Hendrik Vos

Nous, les Flamands

L’ACCORD SUR BRUXELLES-HAL- VILVORDE a fait la Une de tous les journaux flamands. Mais, déjà le jour même, tout le monde s’est demandé si ce compromis apporterait des changements dans la vie des Flamands. Il est bien triste d’aboutir à cette conclusion après plus d’une année de négociations.

Hendrik Vos, Directeur du Centre d’études européennes de l’université de Gand

Par chance, un autre sujet a chassé immédiatement BHV des headlines : le nouveau parcours du Tour de Flandre. Pour la première fois, de mémoire d’homme, les coureurs ne graviront plus le mur de Grammont.
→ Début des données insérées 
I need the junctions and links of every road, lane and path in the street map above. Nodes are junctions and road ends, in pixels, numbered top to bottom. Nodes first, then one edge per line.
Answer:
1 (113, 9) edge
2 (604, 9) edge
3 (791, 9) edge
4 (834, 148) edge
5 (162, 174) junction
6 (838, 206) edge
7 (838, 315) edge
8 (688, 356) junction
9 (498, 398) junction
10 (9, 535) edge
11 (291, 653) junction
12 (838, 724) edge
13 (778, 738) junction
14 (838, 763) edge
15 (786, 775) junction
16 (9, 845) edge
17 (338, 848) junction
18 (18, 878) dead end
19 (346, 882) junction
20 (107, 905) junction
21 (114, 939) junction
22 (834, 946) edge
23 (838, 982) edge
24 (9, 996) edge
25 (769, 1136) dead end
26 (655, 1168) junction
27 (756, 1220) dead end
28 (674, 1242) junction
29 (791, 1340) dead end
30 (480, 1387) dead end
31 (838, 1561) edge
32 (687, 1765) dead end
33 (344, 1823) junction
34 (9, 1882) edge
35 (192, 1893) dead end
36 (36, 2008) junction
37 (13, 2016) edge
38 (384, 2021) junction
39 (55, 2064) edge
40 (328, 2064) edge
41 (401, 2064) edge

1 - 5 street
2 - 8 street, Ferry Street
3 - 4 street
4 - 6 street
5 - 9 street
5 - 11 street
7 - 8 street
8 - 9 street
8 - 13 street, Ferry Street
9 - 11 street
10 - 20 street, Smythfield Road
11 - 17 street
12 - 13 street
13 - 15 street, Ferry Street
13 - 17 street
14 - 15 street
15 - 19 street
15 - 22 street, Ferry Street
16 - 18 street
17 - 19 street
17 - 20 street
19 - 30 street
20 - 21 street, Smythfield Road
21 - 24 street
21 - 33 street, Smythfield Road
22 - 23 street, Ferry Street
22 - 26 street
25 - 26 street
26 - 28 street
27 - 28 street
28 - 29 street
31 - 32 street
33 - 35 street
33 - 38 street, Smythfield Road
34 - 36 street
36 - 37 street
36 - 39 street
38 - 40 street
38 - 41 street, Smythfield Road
Le trajet en ligne directe vers Meerbeke cède la place, en fin de course, à trois petits tours autour d’Audenarde. Cela a suffi à mettre en émoi l’opinion publique flamande tout entière. Tous les journaux ont organisé des sondages sur le sujet auprès de leurs lecteurs. Les télévisions ont sacrifié à leur genre favori, l’appel à la vox populi, en demandant à l’homme de la rue de donner son opinion. Des journalistes assiégeaient le mur de Grammont et poussaient un micro sous le nez de chaque cyclotouriste qui passait par là.

Tout un chacun a donné son avis sur la question, qui prenait des allures d’affaire d’Etat. Non seulement les commentateurs sportifs, mais aussi des universitaires et des ministres se sont immiscés dans le débat. Le Flamand moyen s’est exprimé clairement et avec sévérité : le choix des organisateurs fut presque unanimement condamné. Chaque sondage livrait le même résultat : le Mur ne peut être supprimé du parcours et l’arrivée doit être maintenue à Meerbeke. On ne touche pas à la tradition du Ronde van Vlaanderen, fut la conclusion générale.
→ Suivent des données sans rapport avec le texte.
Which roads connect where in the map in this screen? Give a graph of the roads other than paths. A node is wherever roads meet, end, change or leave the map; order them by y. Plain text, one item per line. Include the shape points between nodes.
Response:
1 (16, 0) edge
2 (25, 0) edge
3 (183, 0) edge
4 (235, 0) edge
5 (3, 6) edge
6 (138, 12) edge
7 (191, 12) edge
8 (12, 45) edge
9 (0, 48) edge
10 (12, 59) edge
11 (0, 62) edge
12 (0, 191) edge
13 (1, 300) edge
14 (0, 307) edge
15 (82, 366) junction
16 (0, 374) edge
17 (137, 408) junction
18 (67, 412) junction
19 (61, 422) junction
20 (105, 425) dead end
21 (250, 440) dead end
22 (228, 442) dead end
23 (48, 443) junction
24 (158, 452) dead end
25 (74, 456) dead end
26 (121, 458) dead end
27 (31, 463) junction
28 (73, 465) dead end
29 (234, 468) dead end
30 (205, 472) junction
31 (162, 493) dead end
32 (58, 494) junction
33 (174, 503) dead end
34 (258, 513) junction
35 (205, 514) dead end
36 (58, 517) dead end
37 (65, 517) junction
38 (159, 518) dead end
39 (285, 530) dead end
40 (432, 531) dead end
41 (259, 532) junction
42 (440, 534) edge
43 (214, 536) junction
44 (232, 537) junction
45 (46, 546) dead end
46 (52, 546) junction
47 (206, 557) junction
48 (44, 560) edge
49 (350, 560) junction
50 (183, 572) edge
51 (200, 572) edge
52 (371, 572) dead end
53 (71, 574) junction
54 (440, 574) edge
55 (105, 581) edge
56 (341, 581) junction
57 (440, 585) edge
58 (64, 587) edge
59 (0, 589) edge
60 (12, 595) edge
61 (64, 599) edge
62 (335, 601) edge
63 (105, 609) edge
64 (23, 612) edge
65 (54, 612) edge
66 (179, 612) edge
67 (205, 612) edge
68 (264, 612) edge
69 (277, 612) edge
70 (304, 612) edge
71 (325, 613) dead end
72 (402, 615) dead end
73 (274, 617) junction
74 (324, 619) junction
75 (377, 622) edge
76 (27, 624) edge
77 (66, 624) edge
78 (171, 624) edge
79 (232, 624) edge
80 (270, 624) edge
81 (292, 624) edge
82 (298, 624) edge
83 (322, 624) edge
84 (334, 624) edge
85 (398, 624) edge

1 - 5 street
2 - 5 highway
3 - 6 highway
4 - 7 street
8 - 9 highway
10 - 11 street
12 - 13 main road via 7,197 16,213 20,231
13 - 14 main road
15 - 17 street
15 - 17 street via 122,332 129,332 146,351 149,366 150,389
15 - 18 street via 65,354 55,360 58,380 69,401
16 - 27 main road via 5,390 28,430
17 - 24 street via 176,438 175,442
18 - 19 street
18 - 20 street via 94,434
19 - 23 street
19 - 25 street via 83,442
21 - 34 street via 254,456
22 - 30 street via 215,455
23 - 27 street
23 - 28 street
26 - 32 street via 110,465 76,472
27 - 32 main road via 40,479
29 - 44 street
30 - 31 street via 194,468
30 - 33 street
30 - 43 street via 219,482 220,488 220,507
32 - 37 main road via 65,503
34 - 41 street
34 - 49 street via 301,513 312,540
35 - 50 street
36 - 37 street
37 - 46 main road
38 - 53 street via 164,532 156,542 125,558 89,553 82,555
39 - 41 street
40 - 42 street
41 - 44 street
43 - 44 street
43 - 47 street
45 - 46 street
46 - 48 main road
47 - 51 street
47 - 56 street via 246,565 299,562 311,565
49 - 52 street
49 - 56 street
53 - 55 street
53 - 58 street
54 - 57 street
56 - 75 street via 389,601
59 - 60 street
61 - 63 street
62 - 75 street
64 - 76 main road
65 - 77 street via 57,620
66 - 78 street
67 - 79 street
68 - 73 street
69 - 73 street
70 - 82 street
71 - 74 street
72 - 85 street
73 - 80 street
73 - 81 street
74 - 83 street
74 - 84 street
Evidemment, la décision des organisateurs est surtout une question d’argent. Davantage de tentes pour les VIP et de facilités pour les hommes d’affaires font sonner les tiroirs-caisses. Mais cela ne devrait pas poser problème sur le plan purement sportif. Le spectacle et le drame peuvent parfaitement se valoir tant à Meerbeke qu’à Audenarde. Et, soyons sincères, Audenarde est une commune plus jolie que Meerbeke, où l’arrivée avait lieu sur une de ces chaussées assez disgracieuses, à habitat linéaire, typiquement flamandes. Le mur de Grammont n’est plus au programme, mais les coureurs auront le même taux d’acide lactique dans les jambes et leurs yeux seront également noyés de larmes quand ils attaqueront les dernières côtes. Le fait que trois tours soient prévus autour d’Audenarde ne transforme pas pour autant le Ronde en une course de kermesse. Celui qui regarde les choses avec quelque lucidité doit reconnaître que la volonté des organisateurs de rompre avec la tradition se fonde sur des arguments valables.

Mais cela n’empêche pas que le changement du parcours n’est guère accepté. Il se peut que les Flamands soient davantage portés par la nostalgie. Pour eux, le Ronde est un événement très particulier. Tous les journaux et news lui ouvrent leurs colonnes, y compris les magazines féminins, les austères journaux boursiers, les feuilles des mutuelles et les bulletins paroissiaux. Il n’y a pas que des hommes obèses et usés qui suivent le déroulement de l’épreuve dans les cafés des supporters. Là où passe le Ronde, tout le monde est dans la rue. Des vieillards guidés par leurs petits trotteurs, des mamans avec leurs bébés sur le bras, des bouchers, des avocats, des professeurs d’université, des coiffeurs…

Le jour du Ronde, il y a comme un sentiment collectif très fort qui se rend maître de la Flandre : nous, les Flamands. Ce « nous » ratisse beaucoup plus large que le « nous » des électeurs de la N-VA et de ses partisans. Et, bien sûr, la joie atteint son paroxysme si le vainqueur est flamand. Ou Philippe Gilbert. Ce serait bon aussi. Heureusement !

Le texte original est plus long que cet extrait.